Musings on life’s clutter

Every Christmas, I seem to collect a set of gadgets that I enjoy receiving, but rarely ever use. I added at least three items this year: a rimroller, an LED flashlight about the size of a loonie, and a lock de-icer, all equipped with key rings. I keep my keys in a leather pouch to save damage to pockets, so never use key rings. All these new devices will likely end up in the corner of a drawer.
The rimroller might come in handy when Tim Hortons repeats its roll-up-the-rim contest. The little device unrolls the rim of the cup so you can quickly and efficiently check to see what you have won (I usually get, Try Again). I suppose I could throw it in the car and hope to remember it when Tim announces the next contest.
The LED flashlight might fit into my leather key case, so it has some hope of living a useful life. The lock de-icer could prove useful on those few days in the winter when the car doors freeze shut. Its feeler, theoretically heated by two triple-A batteries and designed to poke into a key hole, doesn’t get hot. I can make it work by taking it apart but, when reassembled, it no longer works. It also has a built-in LED flashlight, so I can always remove its heater and add it to my flashlight collection.

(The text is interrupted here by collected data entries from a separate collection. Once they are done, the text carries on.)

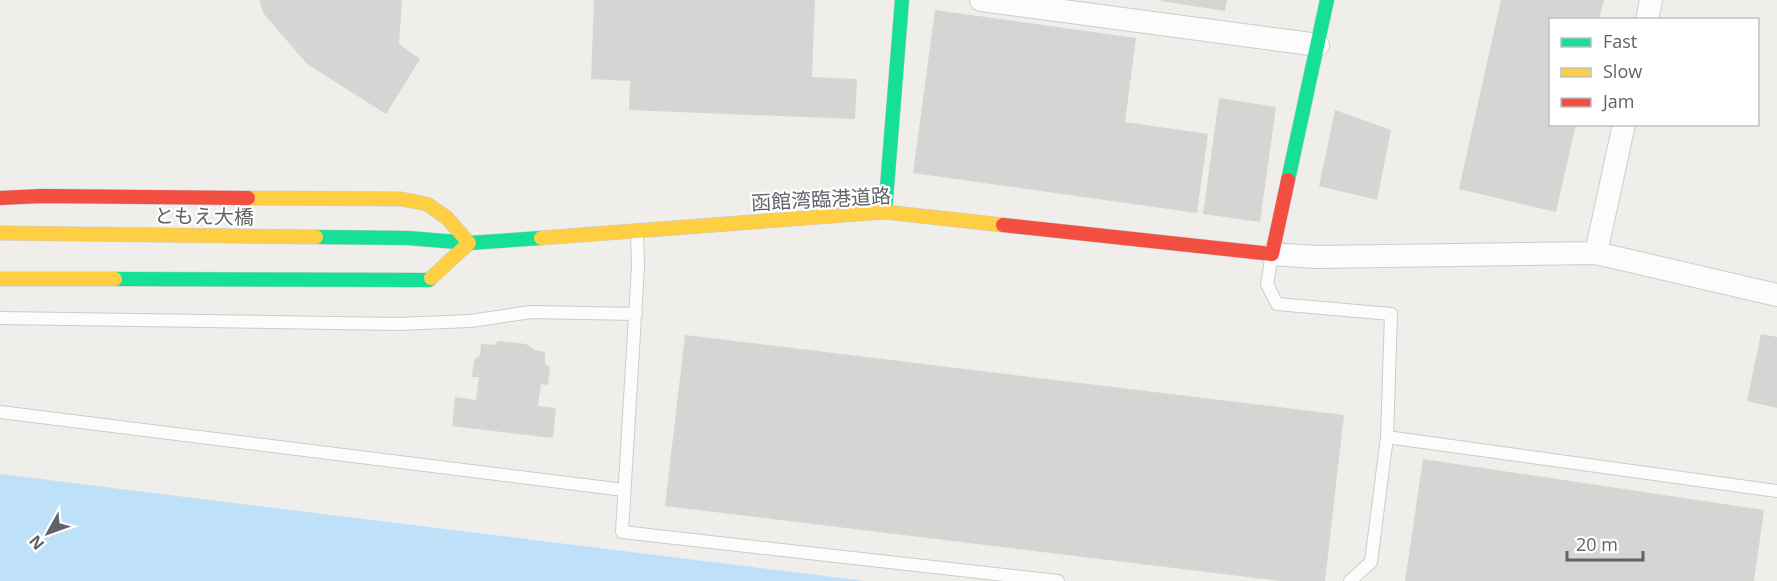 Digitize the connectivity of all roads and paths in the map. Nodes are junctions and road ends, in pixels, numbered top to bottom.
1 (902, 0) edge
2 (981, 0) edge
3 (1327, 0) edge
4 (1651, 0) edge
5 (1647, 18) edge
6 (1318, 45) junction
7 (1624, 126) edge
8 (0, 198) edge
9 (885, 212) junction
10 (637, 231) junction
11 (0, 233) edge
12 (408, 238) joint
13 (469, 243) junction
14 (1596, 253) junction
15 (1272, 255) junction
16 (0, 279) edge
17 (1777, 295) edge
18 (636, 314) junction
19 (0, 318) edge
20 (0, 412) edge
21 (1387, 437) junction
22 (624, 490) junction
23 (1777, 491) edge
24 (1058, 581) edge
25 (1350, 581) edge

1 - 9 street
2 - 6 street
3 - 6 street
4 - 5 street
6 - 15 street
7 - 14 street
8 - 13 street
9 - 10 street, 函館湾臨港道路
9 - 15 street, 函館湾臨港道路
10 - 13 street, 函館湾臨港道路
10 - 18 lane
11 - 12 street, ともえ大橋
12 - 13 street, 函館湾臨港道路
13 - 16 street
14 - 15 street
14 - 17 street
15 - 21 lane
18 - 19 lane
18 - 22 lane
20 - 22 lane
21 - 23 lane
21 - 25 lane
22 - 24 lane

Not all gifts arrive at Christmas. A few years back, my wife gave me a tiny pink bear wearing phony Easter-bunny ears and holding a banner that says Happy Easter. It now sits mutely on a shelf in my room because, somewhere along the way, it lost its banner.
An author friend presented me with an item to promote his latest book. This battery-powered device fastens onto a book and lights the page for reading in bed. I never read in bed; I go to sleep listening to the radio. In order to reduce the drawer clutter, I’ll happily give it to anyone who wants it. Just ask.
I have a few gadgets tucked away in one corner of my desk that fit the general classification of tools. I like the lazer level with built-in tape measure and have actually used it to position pictures on the wall. I don’t often hang pictures, but the tape comes in handy.
Somewhere along the way I acquired a multi-bladed jackknife and crescent wrench combination with its own holster. I strap it on when riding my bicycle, but it gets little use in the winter and I didn’t ride much during the last two summers. Stuck in the same corner I have a pocket-sized toolbox containing two more combination knives and tools and a key chain with an LED light. I’m still wondering how to make use of that set.
Last week, I stood looking at various mementos brought back from overseas and housed in our china cabinet. A wooden model of an Indonesian bicycle-rickshaw caught my eye when I noticed something or someone sitting on the seat. Reaching in I picked up a tiny wind-up robot of forgotten origin. I wound him up, watched him shuffle across the table, then put him back. At least he has a use: the little plastic robot keeps the carved, wooden rickshaw man company. 
Although fun to talk about, I find it sad that these little things we don’t need, but won’t throw out, too often parallel the ideas and philosophies that occupy our minds.